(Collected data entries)

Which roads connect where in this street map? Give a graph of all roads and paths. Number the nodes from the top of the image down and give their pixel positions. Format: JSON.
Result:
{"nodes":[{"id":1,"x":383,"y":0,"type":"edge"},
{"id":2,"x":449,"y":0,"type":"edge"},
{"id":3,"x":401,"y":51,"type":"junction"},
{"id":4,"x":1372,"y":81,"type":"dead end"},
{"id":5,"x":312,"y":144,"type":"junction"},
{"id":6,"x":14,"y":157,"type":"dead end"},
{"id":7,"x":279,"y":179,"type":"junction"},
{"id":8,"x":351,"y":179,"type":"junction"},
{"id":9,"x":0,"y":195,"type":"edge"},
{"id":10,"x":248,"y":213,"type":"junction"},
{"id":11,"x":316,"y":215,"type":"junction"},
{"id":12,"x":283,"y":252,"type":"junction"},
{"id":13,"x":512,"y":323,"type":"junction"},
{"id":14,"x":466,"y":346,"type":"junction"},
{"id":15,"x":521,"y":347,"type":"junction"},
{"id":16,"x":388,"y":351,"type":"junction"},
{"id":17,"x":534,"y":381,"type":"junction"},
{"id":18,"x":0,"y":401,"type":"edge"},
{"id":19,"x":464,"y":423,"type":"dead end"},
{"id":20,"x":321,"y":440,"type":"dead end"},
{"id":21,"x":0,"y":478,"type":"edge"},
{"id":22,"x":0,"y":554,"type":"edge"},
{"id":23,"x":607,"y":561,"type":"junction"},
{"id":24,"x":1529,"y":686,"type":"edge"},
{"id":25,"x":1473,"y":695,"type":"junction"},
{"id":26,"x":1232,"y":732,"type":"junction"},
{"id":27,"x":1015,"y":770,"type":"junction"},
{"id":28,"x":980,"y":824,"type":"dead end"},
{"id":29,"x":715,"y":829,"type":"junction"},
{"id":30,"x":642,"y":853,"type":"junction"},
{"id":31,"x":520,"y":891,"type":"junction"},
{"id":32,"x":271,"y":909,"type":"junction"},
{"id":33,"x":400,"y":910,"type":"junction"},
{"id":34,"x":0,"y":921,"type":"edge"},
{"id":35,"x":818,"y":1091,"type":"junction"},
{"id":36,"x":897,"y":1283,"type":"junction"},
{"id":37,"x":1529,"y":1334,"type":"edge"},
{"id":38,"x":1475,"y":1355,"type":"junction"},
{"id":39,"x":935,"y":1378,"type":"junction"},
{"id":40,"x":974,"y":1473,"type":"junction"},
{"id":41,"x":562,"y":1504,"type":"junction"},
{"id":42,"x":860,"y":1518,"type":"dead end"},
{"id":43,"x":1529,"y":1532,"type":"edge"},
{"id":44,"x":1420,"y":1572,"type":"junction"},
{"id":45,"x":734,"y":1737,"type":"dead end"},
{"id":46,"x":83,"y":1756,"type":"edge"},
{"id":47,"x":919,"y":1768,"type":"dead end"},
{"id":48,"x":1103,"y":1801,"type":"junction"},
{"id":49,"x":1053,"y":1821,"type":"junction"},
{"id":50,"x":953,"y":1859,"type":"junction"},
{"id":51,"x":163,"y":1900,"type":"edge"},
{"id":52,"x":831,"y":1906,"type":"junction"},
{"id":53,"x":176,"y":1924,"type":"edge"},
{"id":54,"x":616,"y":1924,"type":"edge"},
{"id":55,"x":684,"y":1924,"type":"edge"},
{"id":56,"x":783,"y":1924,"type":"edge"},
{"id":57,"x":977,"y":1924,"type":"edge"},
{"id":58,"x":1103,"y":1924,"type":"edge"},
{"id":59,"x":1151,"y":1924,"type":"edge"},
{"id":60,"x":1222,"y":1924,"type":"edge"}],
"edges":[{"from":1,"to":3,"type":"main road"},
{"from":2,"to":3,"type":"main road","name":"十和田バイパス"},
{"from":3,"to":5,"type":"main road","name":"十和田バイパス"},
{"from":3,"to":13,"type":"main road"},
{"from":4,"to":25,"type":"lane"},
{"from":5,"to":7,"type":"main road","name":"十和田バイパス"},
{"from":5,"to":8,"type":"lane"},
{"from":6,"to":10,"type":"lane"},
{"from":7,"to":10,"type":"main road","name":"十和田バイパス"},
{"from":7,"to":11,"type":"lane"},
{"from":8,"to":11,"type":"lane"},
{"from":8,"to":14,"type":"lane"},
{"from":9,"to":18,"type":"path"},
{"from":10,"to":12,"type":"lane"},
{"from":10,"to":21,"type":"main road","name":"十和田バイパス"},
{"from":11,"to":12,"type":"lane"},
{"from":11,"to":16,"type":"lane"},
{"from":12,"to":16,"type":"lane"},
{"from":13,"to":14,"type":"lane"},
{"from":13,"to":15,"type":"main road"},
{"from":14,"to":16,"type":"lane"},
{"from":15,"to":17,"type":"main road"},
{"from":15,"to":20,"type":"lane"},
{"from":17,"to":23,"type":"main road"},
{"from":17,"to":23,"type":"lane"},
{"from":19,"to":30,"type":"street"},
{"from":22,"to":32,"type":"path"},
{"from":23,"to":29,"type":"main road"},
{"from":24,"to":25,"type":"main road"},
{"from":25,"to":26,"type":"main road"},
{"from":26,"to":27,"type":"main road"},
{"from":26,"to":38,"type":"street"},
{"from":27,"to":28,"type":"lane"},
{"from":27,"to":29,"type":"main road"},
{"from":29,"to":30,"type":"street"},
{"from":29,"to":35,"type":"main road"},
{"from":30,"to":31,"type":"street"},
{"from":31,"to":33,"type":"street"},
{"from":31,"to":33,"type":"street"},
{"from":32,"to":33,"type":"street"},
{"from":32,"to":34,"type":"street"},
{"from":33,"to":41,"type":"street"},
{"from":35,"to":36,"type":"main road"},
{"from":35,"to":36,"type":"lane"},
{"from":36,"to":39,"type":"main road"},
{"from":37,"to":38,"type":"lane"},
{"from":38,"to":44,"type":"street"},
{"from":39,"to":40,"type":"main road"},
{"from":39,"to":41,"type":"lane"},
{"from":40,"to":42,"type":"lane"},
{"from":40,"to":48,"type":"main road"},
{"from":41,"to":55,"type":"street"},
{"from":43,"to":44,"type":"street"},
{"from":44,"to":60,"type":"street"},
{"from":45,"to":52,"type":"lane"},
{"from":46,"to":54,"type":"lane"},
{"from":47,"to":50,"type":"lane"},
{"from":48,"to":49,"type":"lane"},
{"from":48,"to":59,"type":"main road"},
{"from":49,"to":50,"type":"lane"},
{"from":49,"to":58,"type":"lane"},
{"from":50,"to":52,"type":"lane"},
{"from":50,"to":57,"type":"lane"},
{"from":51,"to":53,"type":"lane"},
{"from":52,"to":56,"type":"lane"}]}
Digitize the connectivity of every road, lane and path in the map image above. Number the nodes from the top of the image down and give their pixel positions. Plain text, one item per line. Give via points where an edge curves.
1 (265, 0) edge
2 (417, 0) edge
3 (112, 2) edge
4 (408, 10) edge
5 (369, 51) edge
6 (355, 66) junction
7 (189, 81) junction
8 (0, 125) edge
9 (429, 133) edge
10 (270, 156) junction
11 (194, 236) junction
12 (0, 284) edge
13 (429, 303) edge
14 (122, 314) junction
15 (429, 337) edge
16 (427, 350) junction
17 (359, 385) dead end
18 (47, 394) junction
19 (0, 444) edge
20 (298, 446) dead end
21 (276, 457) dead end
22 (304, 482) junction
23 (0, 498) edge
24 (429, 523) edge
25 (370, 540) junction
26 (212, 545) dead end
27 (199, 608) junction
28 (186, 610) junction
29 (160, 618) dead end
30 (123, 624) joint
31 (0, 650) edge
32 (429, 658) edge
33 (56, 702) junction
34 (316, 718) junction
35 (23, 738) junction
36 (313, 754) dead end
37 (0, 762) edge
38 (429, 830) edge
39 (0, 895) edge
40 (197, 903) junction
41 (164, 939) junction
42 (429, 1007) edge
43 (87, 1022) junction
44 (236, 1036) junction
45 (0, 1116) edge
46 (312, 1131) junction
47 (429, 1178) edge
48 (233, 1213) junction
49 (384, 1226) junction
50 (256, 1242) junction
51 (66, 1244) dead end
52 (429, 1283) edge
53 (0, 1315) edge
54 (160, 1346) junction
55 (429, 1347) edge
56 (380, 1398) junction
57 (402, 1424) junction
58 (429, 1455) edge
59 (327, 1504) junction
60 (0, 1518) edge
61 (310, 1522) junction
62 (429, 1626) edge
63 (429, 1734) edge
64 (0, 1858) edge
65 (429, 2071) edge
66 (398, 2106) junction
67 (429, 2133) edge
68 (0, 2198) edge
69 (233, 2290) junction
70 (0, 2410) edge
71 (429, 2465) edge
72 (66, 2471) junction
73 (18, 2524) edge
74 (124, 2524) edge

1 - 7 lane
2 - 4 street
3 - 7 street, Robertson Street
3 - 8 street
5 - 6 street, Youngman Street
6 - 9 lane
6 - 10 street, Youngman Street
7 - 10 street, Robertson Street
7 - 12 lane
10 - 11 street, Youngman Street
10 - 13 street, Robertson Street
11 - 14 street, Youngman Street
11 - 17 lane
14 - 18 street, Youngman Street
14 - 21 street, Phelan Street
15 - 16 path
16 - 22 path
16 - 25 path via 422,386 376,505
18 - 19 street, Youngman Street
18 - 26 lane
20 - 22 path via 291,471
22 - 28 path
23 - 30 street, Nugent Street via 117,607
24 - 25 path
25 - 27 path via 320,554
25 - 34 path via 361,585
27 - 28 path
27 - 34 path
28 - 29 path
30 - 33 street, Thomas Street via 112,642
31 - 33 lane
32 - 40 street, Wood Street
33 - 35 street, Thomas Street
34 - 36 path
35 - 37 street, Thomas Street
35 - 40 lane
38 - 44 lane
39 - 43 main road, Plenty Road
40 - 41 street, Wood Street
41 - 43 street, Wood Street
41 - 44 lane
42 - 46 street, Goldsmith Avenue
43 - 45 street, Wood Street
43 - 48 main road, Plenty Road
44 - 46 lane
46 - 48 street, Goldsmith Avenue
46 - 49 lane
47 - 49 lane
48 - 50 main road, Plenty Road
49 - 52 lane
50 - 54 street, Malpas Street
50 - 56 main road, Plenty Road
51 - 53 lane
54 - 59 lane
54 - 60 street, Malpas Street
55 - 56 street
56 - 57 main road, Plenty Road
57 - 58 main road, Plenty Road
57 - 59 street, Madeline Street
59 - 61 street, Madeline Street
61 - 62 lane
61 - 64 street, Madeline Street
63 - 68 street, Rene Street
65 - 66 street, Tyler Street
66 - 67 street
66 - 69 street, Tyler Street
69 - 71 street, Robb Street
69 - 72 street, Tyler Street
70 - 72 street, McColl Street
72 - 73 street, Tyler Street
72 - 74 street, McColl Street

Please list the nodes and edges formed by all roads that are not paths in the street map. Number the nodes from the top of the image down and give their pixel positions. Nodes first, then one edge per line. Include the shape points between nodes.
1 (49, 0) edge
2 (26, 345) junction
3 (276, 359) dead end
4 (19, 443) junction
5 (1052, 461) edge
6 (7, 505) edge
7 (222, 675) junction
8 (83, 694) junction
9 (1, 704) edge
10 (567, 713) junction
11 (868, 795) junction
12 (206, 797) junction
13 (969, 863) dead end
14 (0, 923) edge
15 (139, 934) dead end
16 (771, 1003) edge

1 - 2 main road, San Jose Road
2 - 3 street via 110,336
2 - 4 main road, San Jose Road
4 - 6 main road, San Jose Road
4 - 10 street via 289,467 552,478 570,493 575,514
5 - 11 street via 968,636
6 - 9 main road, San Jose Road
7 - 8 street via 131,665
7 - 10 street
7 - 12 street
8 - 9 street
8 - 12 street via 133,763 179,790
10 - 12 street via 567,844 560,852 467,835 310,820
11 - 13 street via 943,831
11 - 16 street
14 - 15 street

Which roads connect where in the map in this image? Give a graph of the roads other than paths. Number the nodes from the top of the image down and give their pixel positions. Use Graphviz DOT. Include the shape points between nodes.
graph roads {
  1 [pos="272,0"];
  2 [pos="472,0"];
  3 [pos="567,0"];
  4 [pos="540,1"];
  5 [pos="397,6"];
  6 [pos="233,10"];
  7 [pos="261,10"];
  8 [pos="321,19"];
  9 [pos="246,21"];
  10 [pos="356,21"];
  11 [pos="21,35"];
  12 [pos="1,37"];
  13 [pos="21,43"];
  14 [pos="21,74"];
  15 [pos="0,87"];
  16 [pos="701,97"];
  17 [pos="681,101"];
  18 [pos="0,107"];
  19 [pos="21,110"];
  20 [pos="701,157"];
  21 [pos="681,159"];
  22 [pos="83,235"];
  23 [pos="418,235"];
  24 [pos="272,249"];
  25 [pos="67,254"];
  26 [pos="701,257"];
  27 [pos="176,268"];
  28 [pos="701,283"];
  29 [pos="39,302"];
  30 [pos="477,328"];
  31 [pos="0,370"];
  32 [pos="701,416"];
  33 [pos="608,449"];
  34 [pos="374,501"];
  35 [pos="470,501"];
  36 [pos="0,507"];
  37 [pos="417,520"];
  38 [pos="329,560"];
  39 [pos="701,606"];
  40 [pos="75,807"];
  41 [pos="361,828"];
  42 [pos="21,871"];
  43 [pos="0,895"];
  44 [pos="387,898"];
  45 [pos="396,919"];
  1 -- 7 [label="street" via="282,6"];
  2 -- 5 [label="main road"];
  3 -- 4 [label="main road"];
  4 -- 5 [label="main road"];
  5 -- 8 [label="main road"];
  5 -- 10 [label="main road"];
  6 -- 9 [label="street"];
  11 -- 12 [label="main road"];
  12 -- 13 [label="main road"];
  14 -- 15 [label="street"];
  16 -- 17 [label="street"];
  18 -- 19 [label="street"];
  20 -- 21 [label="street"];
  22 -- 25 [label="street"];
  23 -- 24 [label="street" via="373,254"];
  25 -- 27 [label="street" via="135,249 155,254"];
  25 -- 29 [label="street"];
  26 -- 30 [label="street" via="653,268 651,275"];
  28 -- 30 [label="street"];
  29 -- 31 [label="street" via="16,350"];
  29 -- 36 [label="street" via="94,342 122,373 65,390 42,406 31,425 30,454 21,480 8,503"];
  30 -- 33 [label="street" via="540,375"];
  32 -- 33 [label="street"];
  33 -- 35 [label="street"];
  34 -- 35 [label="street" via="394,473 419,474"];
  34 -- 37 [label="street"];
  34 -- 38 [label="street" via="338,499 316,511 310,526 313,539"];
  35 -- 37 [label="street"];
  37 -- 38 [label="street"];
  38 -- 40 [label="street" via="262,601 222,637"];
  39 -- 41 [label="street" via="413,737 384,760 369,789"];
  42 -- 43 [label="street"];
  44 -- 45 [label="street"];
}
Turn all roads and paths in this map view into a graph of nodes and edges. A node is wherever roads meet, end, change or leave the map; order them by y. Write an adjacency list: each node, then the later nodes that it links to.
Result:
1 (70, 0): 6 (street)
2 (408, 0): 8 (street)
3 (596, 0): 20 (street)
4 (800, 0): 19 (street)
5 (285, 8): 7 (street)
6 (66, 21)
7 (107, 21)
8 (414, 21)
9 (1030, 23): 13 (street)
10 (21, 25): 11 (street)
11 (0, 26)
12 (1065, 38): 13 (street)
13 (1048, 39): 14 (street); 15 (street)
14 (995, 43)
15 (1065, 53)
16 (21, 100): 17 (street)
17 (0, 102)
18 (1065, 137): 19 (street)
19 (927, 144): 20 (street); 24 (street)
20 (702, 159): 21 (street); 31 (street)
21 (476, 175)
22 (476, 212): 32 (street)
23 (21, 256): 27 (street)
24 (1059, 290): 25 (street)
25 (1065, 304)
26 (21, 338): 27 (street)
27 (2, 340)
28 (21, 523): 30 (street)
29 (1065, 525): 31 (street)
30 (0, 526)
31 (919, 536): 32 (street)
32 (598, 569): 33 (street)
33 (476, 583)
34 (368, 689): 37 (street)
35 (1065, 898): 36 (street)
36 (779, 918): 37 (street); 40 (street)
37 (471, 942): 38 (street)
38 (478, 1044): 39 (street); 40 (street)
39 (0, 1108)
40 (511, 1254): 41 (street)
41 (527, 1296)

- **TASK**
Starting at the line with "Turn all roads", copy every line up to and including the last one in the entries above.

- **TASK ANSWER**
Turn all roads and paths in this map view into a graph of nodes and edges. A node is wherever roads meet, end, change or leave the map; order them by y. Write an adjacency list: each node, then the later nodes that it links to.
Result:
1 (70, 0): 6 (street)
2 (408, 0): 8 (street)
3 (596, 0): 20 (street)
4 (800, 0): 19 (street)
5 (285, 8): 7 (street)
6 (66, 21)
7 (107, 21)
8 (414, 21)
9 (1030, 23): 13 (street)
10 (21, 25): 11 (street)
11 (0, 26)
12 (1065, 38): 13 (street)
13 (1048, 39): 14 (street); 15 (street)
14 (995, 43)
15 (1065, 53)
16 (21, 100): 17 (street)
17 (0, 102)
18 (1065, 137): 19 (street)
19 (927, 144): 20 (street); 24 (street)
20 (702, 159): 21 (street); 31 (street)
21 (476, 175)
22 (476, 212): 32 (street)
23 (21, 256): 27 (street)
24 (1059, 290): 25 (street)
25 (1065, 304)
26 (21, 338): 27 (street)
27 (2, 340)
28 (21, 523): 30 (street)
29 (1065, 525): 31 (street)
30 (0, 526)
31 (919, 536): 32 (street)
32 (598, 569): 33 (street)
33 (476, 583)
34 (368, 689): 37 (street)
35 (1065, 898): 36 (street)
36 (779, 918): 37 (street); 40 (street)
37 (471, 942): 38 (street)
38 (478, 1044): 39 (street); 40 (street)
39 (0, 1108)
40 (511, 1254): 41 (street)
41 (527, 1296)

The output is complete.